>>

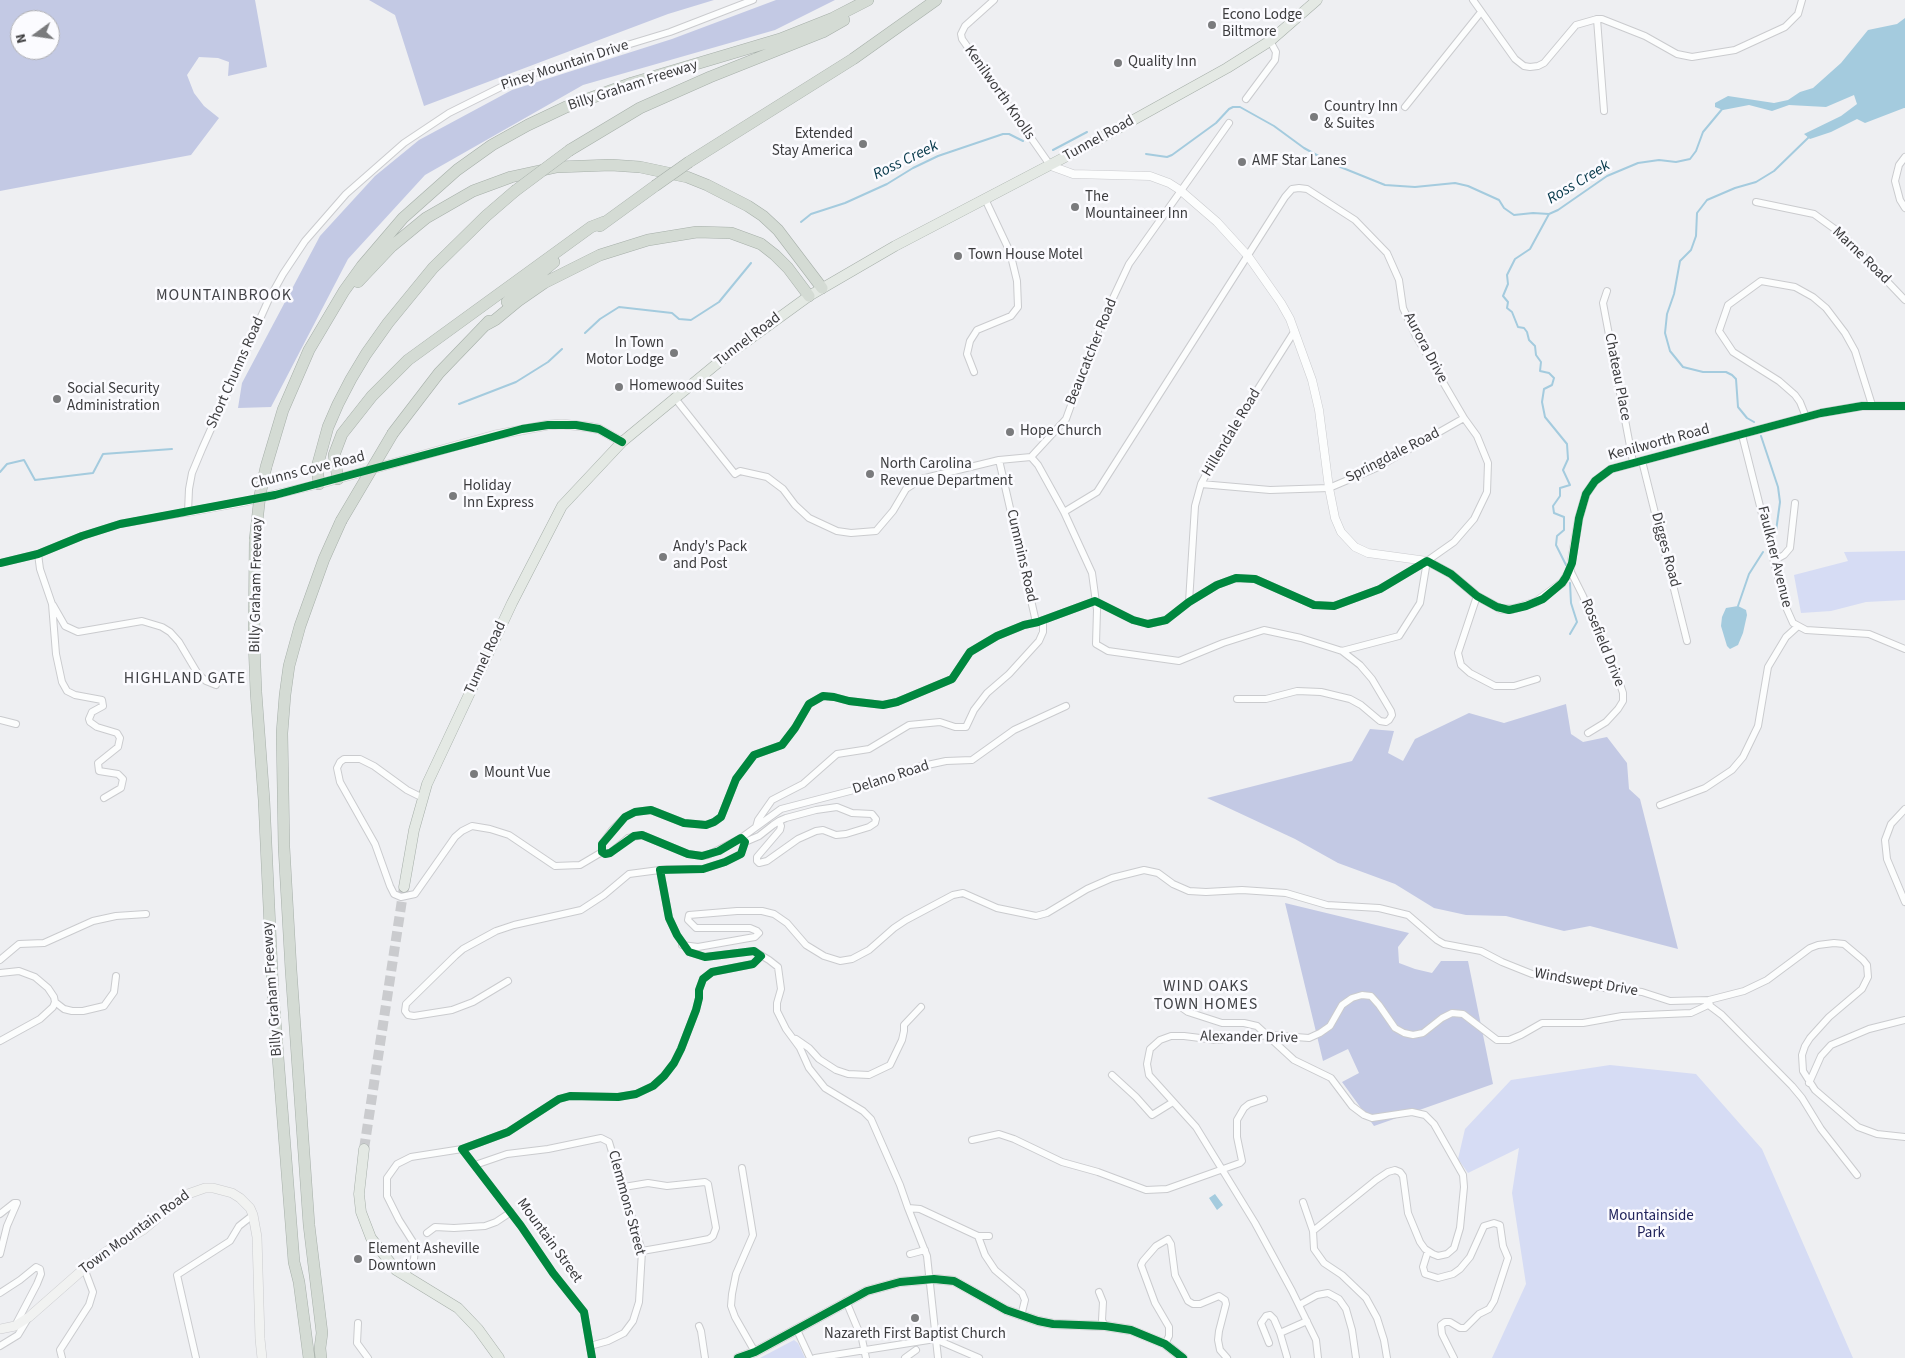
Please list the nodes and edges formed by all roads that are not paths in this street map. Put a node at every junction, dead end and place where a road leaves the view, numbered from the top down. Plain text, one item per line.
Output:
1 (753, 0) edge
2 (936, 0) edge
3 (994, 0) edge
4 (1317, 0) edge
5 (1473, 0) edge
6 (1802, 0) edge
7 (864, 2) edge
8 (1481, 12) junction
9 (1597, 19) junction
10 (1270, 41) junction
11 (1246, 99) dead end
12 (1405, 107) dead end
13 (1604, 111) dead end
14 (1229, 123) dead end
15 (1905, 157) edge
16 (1050, 166) junction
17 (1180, 190) junction
18 (985, 199) junction
19 (1756, 202) dead end
20 (1905, 208) edge
21 (604, 222) junction
22 (305, 241) joint
23 (1248, 256) junction
24 (822, 288) junction
25 (1606, 291) dead end
26 (809, 296) junction
27 (1905, 300) edge
28 (324, 325) junction
29 (484, 326) junction
30 (1294, 332) junction
31 (974, 372) dead end
32 (674, 397) junction
33 (1872, 406) junction
34 (1905, 406) edge
35 (1806, 417) junction
36 (1464, 418) junction
37 (1742, 435) junction
38 (622, 442) junction
39 (1031, 457) junction
40 (999, 460) junction
41 (1638, 461) junction
42 (338, 479) junction
43 (319, 484) junction
44 (1201, 484) junction
45 (1329, 488) junction
46 (1795, 503) dead end
47 (188, 512) junction
48 (1064, 512) junction
49 (38, 554) junction
50 (1775, 560) junction
51 (1428, 561) junction
52 (0, 563) edge
53 (1570, 570) junction
54 (1478, 596) junction
55 (1095, 601) junction
56 (1189, 602) junction
57 (52, 604) junction
58 (1043, 620) junction
59 (1036, 622) junction
60 (1797, 627) junction
61 (1687, 641) dead end
62 (1905, 649) edge
63 (1342, 651) junction
64 (1537, 679) dead end
65 (216, 685) dead end
66 (1237, 699) dead end
67 (1066, 706) dead end
68 (0, 720) edge
69 (16, 724) dead end
70 (1588, 734) dead end
71 (104, 798) dead end
72 (423, 798) junction
73 (1660, 804) dead end
74 (1905, 809) edge
75 (779, 821) junction
76 (755, 829) junction
77 (743, 840) junction
78 (602, 852) junction
79 (660, 870) junction
80 (404, 887) tunnel mouth
81 (1905, 902) edge
82 (146, 914) dead end
83 (682, 945) junction
84 (761, 956) junction
85 (0, 960) edge
86 (0, 973) edge
87 (116, 976) dead end
88 (508, 981) dead end
89 (1709, 1000) junction
90 (55, 1002) junction
91 (921, 1007) dead end
92 (1181, 1007) dead end
93 (1905, 1020) edge
94 (790, 1035) junction
95 (1269, 1035) junction
96 (0, 1041) edge
97 (1112, 1074) dead end
98 (1809, 1083) junction
99 (1264, 1099) dead end
100 (1173, 1102) junction
101 (1905, 1137) edge
102 (972, 1140) dead end
103 (364, 1149) tunnel mouth
104 (462, 1149) junction
105 (475, 1165) junction
106 (742, 1168) dead end
107 (1221, 1170) junction
108 (1857, 1175) dead end
109 (624, 1187) junction
110 (1303, 1202) dead end
111 (908, 1208) junction
112 (511, 1212) junction
113 (0, 1214) edge
114 (253, 1215) junction
115 (1313, 1231) junction
116 (427, 1234) dead end
117 (978, 1236) junction
118 (989, 1236) dead end
119 (642, 1250) junction
120 (925, 1250) junction
121 (1428, 1251) junction
122 (0, 1254) edge
123 (910, 1254) dead end
124 (294, 1262) junction
125 (84, 1268) junction
126 (405, 1276) junction
127 (929, 1278) junction
128 (1099, 1292) dead end
129 (0, 1293) edge
130 (846, 1301) junction
131 (1299, 1305) junction
132 (1021, 1316) junction
133 (29, 1317) junction
134 (1306, 1321) junction
135 (358, 1323) dead end
136 (15, 1325) junction
137 (698, 1326) dead end
138 (1105, 1326) junction
139 (0, 1330) edge
140 (796, 1330) junction
141 (322, 1333) junction
142 (1280, 1333) junction
143 (935, 1339) junction
144 (1269, 1343) dead end
145 (1165, 1344) junction
146 (0, 1346) edge
147 (590, 1346) junction
148 (865, 1349) junction
149 (916, 1350) dead end
150 (755, 1352) junction
151 (1287, 1357) dead end
152 (62, 1358) edge
153 (196, 1358) edge
154 (262, 1358) edge
155 (303, 1358) edge
156 (309, 1358) edge
157 (321, 1358) edge
158 (329, 1358) edge
159 (368, 1358) edge
160 (498, 1358) edge
161 (592, 1358) edge
162 (705, 1358) edge
163 (738, 1358) edge
164 (810, 1358) edge
165 (815, 1358) edge
166 (866, 1358) edge
167 (905, 1358) edge
168 (938, 1358) edge
169 (979, 1358) edge
170 (1183, 1358) edge
171 (1227, 1358) edge
172 (1318, 1358) edge
173 (1356, 1358) edge
174 (1387, 1358) edge
175 (1454, 1358) edge

1 - 22 street, Piney Mountain Drive
2 - 21 highway, Billy Graham Freeway, bridge
3 - 16 street, Kenilworth Knolls
4 - 10 main road, Tunnel Road
5 - 8 street
6 - 9 street
7 - 28 highway, Billy Graham Freeway
7 - 43 highway, bridge
8 - 9 street
8 - 12 street
9 - 13 street
10 - 11 street
10 - 16 main road, Tunnel Road
14 - 17 street, Beaucatcher Road
15 - 20 street
16 - 17 street, Kenilworth Road
16 - 18 main road, Tunnel Road
17 - 23 street, Kenilworth Road
17 - 39 street, Beaucatcher Road
18 - 24 main road, Tunnel Road
18 - 31 street
19 - 27 street, Marne Road
21 - 29 highway, Billy Graham Freeway
21 - 42 highway
22 - 47 street, Short Chunns Road
23 - 30 street, Kenilworth Road
23 - 36 street, Aurora Drive
23 - 48 street, Aurora Drive
24 - 26 main road, Tunnel Road
24 - 28 highway
25 - 41 street, Chateau Place
26 - 29 highway
26 - 32 main road, Tunnel Road
28 - 124 highway, Billy Graham Freeway, bridge
29 - 141 highway, Billy Graham Freeway, bridge
30 - 44 street, Hillendale Road
30 - 45 street, Kenilworth Road
32 - 38 main road, Tunnel Road
32 - 40 street
33 - 34 street, Kenilworth Road
33 - 35 street, Kenilworth Road
33 - 35 street
35 - 37 street, Kenilworth Road
36 - 45 street, Springdale Road
36 - 51 street, Aurora Drive
37 - 41 street, Kenilworth Road
37 - 50 street, Faulkner Avenue
38 - 42 main road, Chunns Cove Road
38 - 72 main road, Tunnel Road
39 - 40 street
39 - 48 street
40 - 59 street, Cummins Road
41 - 53 street, Kenilworth Road
41 - 61 street, Digges Road
42 - 43 main road, Chunns Cove Road
43 - 47 street, Chunns Cove Road
44 - 45 street, Springdale Road
44 - 56 street, Hillendale Road
45 - 51 street, Kenilworth Road
46 - 50 street
47 - 49 street, Chunns Cove Road
48 - 55 street
49 - 52 street, Chunns Cove Road
49 - 57 street
50 - 60 street, Faulkner Avenue
51 - 54 street, Kenilworth Road
51 - 56 street, Aurora Drive
51 - 63 street
53 - 54 street, Kenilworth Road
53 - 70 street, Rosefield Drive
54 - 64 street
55 - 56 street, Aurora Drive
55 - 58 street
55 - 63 street
57 - 65 street
57 - 71 street
58 - 59 street
58 - 76 street
59 - 78 street
60 - 62 street, Faulkner Avenue
60 - 73 street
63 - 66 street
67 - 76 street, Delano Road
68 - 69 street
72 - 78 street
72 - 80 main road, Tunnel Road
74 - 81 street
75 - 75 street
75 - 77 street
76 - 77 street, Delano Road
77 - 78 street
77 - 79 street
79 - 83 street
79 - 88 street
82 - 85 street
83 - 84 street
83 - 89 street, Windswept Drive
84 - 94 street
84 - 104 street
86 - 90 street
87 - 90 street
89 - 95 street, Alexander Drive
89 - 98 street
89 - 108 street
90 - 96 street
91 - 94 street
92 - 95 street
93 - 98 street
94 - 111 street
95 - 100 street, Alexander Drive
95 - 121 street
97 - 100 street
98 - 101 street
99 - 107 street
100 - 107 street, Alexander Drive
102 - 107 street
103 - 126 main road
104 - 105 street, Mountain Street
104 - 126 street
105 - 109 street, Clemmons Street
105 - 112 street, Mountain Street
106 - 150 street
107 - 131 street, Alexander Drive
109 - 119 street, Clemmons Street
109 - 119 street
110 - 115 street
111 - 117 street
111 - 120 street
112 - 116 street
112 - 147 street, Mountain Street
113 - 122 street
114 - 125 main road, Town Mountain Road
114 - 153 street
114 - 154 main road
115 - 121 street
115 - 174 street
117 - 118 street
117 - 132 street
119 - 147 street, Clemmons Street
120 - 123 street
120 - 127 street
121 - 175 street
124 - 155 highway
124 - 156 highway, Billy Graham Freeway
125 - 133 main road, Town Mountain Road
125 - 152 street
126 - 160 main road
127 - 130 main road
127 - 132 main road
127 - 143 street
128 - 138 street
129 - 136 street
130 - 140 main road
130 - 148 street
131 - 134 street, Alexander Drive
131 - 173 street
132 - 138 main road
133 - 136 main road, Town Mountain Road
133 - 146 street
134 - 142 street
134 - 172 street, Alexander Drive
135 - 159 street
136 - 139 main road, Town Mountain Road
137 - 162 street
138 - 145 main road
140 - 150 main road
140 - 164 street
141 - 157 highway, Billy Graham Freeway
141 - 158 highway
142 - 144 street
142 - 151 street
143 - 148 street
143 - 168 street
143 - 169 street
145 - 170 main road
145 - 171 street
147 - 161 street, Mountain Street
148 - 165 street
148 - 166 street
149 - 167 street
150 - 163 main road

<<

• Aim of the exercise: Extract each line from the entries above that contains the string "Alexander".

• Response for this exercise:
89 - 95 street, Alexander Drive
95 - 100 street, Alexander Drive
100 - 107 street, Alexander Drive
107 - 131 street, Alexander Drive
131 - 134 street, Alexander Drive
134 - 172 street, Alexander Drive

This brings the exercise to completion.